Wäre nett, wenn mir jemand bei der Methode helfen könnte, hab irgendwie nix passendes gefunden.

Vielen Dank.
Gruß
jacko


----------



## SlaterB (9. Nov 2007)

kein minimaler eigener Ansatz?
wie ist die Ausgabe wenn ein Baum keine Kinder hat, nur ein Blatt ist?

wie ist die Ausgabe wenn ein Baum ein 'right'-Kind hat?


----------



## jacko (9. Nov 2007)

Ich hatte jede Menge Ansätze, die waren nur alle Schrott muss ich leider sagen.

Falls der Baum leer ist, wird einfach Baum leer ausgegeben.
Falls der Baum nur einen Knoten(Wurzel) hat wird nur die Wurzel ausgegeben.

Ansonsten soll einfach wie oben beschrieben von groß nach klein ausgegeben werden.


----------



## SlaterB (9. Nov 2007)

> Falls der Baum leer ist, wird einfach Baum leer ausgegeben. 
> Falls der Baum nur einen Knoten(Wurzel) hat wird nur die Wurzel ausgegeben. 

das sind schon zwei korrekte aussagen, auch wenn noch der Code dazu fehlt

> Ansonsten soll einfach wie oben beschrieben von groß nach klein ausgegeben werden.

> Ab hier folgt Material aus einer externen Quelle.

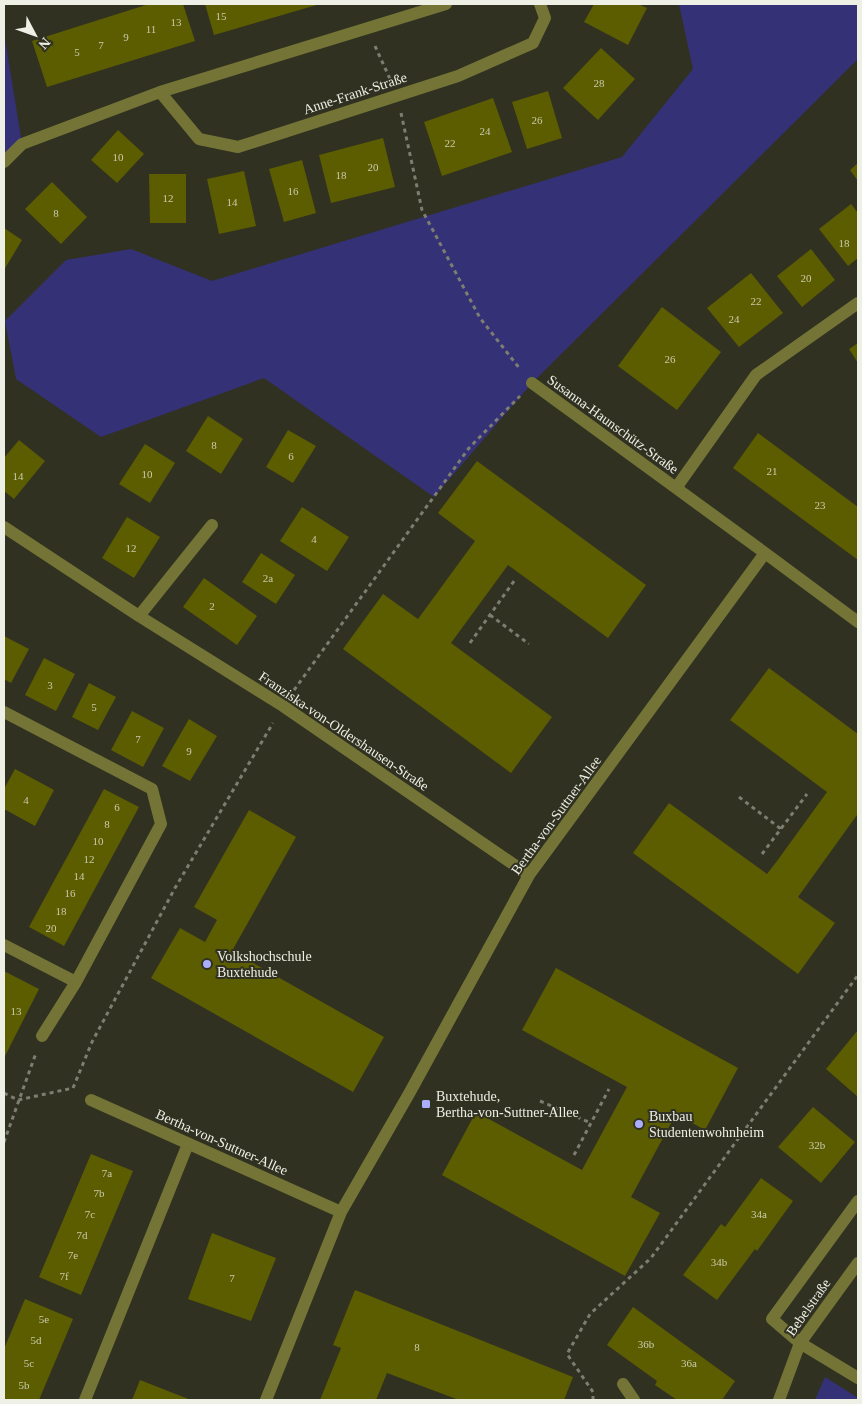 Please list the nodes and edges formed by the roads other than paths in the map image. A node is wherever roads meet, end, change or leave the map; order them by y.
1 (446, 4) edge
2 (540, 4) edge
3 (160, 92) junction
4 (4, 162) edge
5 (858, 303) edge
6 (532, 383) road end
7 (676, 488) junction
8 (212, 525) dead end
9 (4, 528) edge
10 (765, 553) junction
11 (139, 616) junction
12 (858, 622) edge
13 (4, 712) edge
14 (529, 875) junction
15 (4, 945) edge
16 (76, 982) junction
17 (42, 1036) road end
18 (91, 1100) dead end
19 (188, 1144) junction
20 (858, 1201) edge
21 (341, 1212) junction
22 (858, 1263) edge
23 (800, 1343) junction
24 (858, 1378) edge
25 (624, 1384) dead end
26 (85, 1400) edge
27 (266, 1400) edge
28 (634, 1400) edge
29 (779, 1400) edge

1 - 3 street
2 - 3 street, Anne-Frank-Straße
3 - 4 street
5 - 7 street, Susanna-Haunschütz-Straße
6 - 7 street, Susanna-Haunschütz-Straße
7 - 10 street, Susanna-Haunschütz-Straße
8 - 11 street
9 - 11 street, Franziska-von-Oldershausen-Straße
10 - 12 street
10 - 14 street, Bertha-von-Suttner-Allee
11 - 14 street, Franziska-von-Oldershausen-Straße
13 - 16 street
14 - 21 street, Bertha-von-Suttner-Allee
15 - 16 street
16 - 17 street
18 - 19 street, Bertha-von-Suttner-Allee
19 - 21 street, Bertha-von-Suttner-Allee
19 - 26 street
20 - 23 street
21 - 27 street, Bertha-von-Suttner-Allee
22 - 23 street, Bebelstraße
23 - 24 street
23 - 29 street, Bebelstraße
25 - 28 street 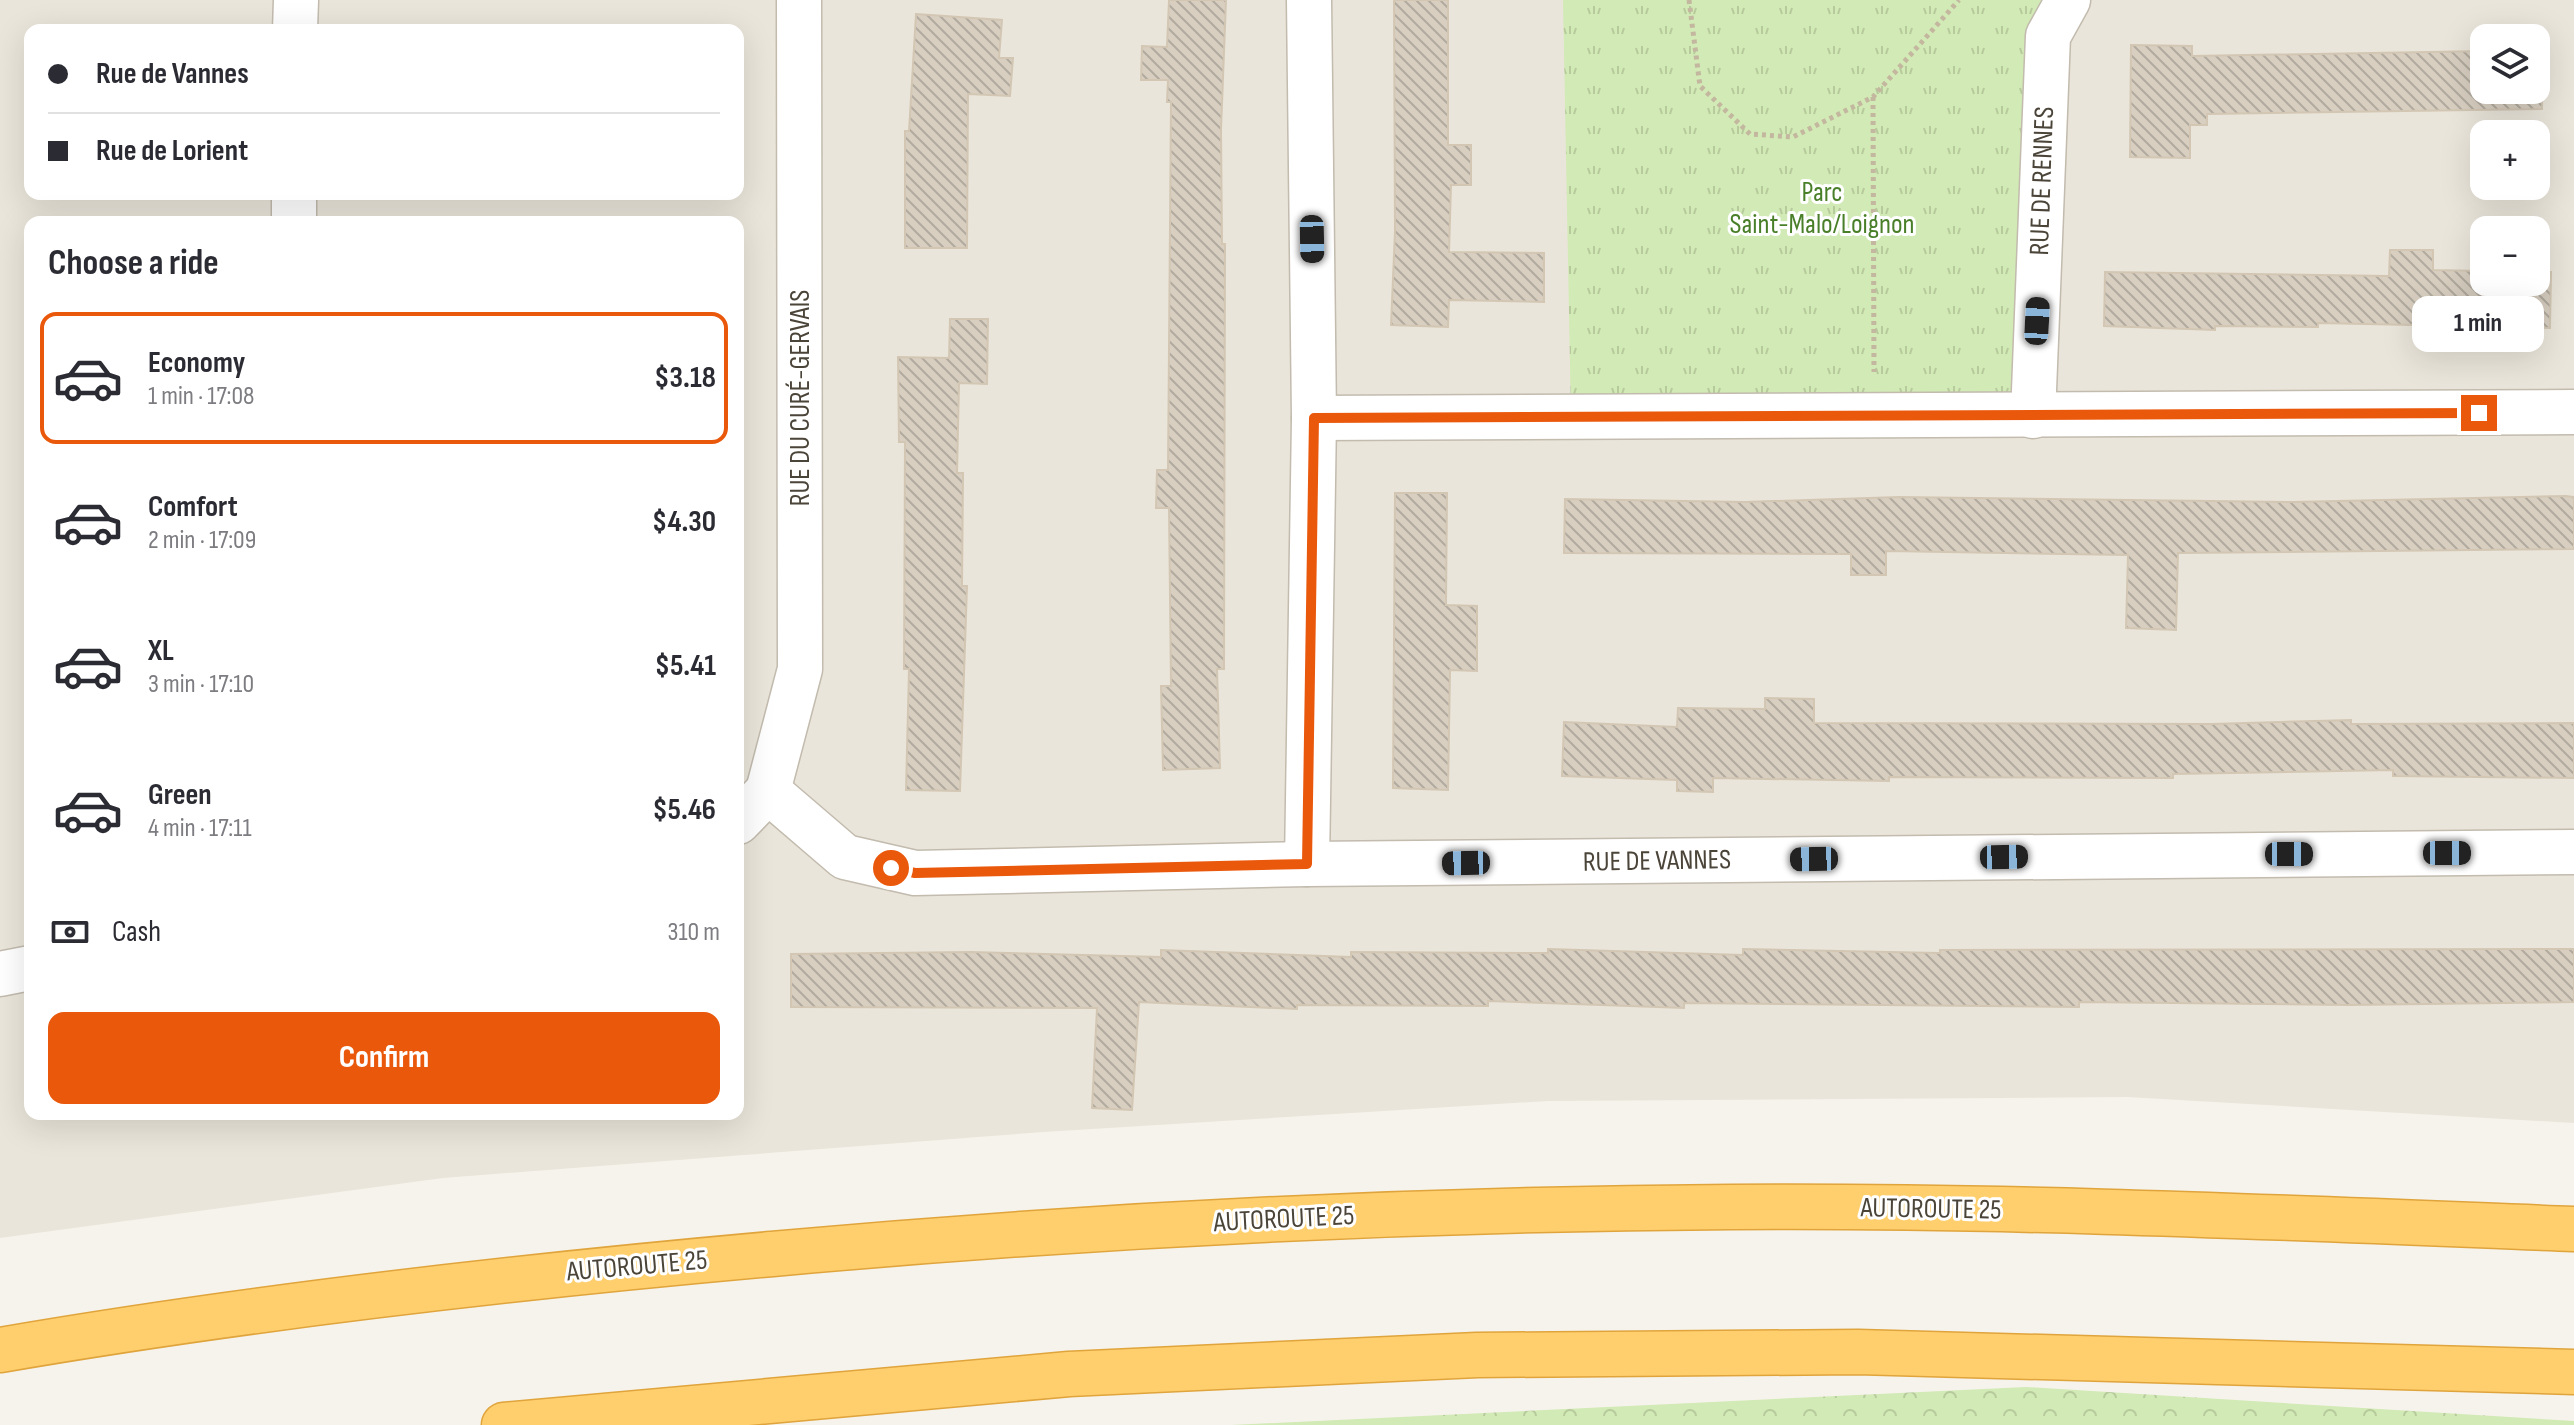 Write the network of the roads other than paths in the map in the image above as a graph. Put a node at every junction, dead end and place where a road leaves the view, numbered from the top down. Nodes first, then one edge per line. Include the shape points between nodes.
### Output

diese Aussage ist schlecht, sie hat so einen globalen Charakter,
du musst bei solchen Dingen immer nur an genau einen Knoten im Bauen denken

aus deinem Beispielbaum ergeben sich viele kleine Beispiele
9 
/ \ 
3 12 


3 
/ \ 
0 5 

12
 \ 
13 

überall ist das System gleich, immer das gleiche Verfahren,
wie ist die Ausgabe?
12 13 oder 13 12
3 5 oder 5 3
eigener Knoten, rechtes Kind oder rechtes Kind, eigener Knoten?


----------



## jacko (9. Nov 2007)

Die Methode soll quasi zuerst rechts entlang laufen (rechts, da ja hier die größeren Zahlen sind und links die kleineren) bis ganz runter, also über 9 zu 12 zu 13 und herausfinden, dass dies die höchste Zahl ist und diese ausgeben. 
Dann wieder über 9 zu 12 und herausfinden, dass dies die nächste Zahl ist und 12 ausgeben.
Und dies immer so weiter bis rechts alles fertig ausgegeben wurde.
Dann die Wurzel ausgeben, also 9.
Und dann das ganze Verfahren links runter laufen.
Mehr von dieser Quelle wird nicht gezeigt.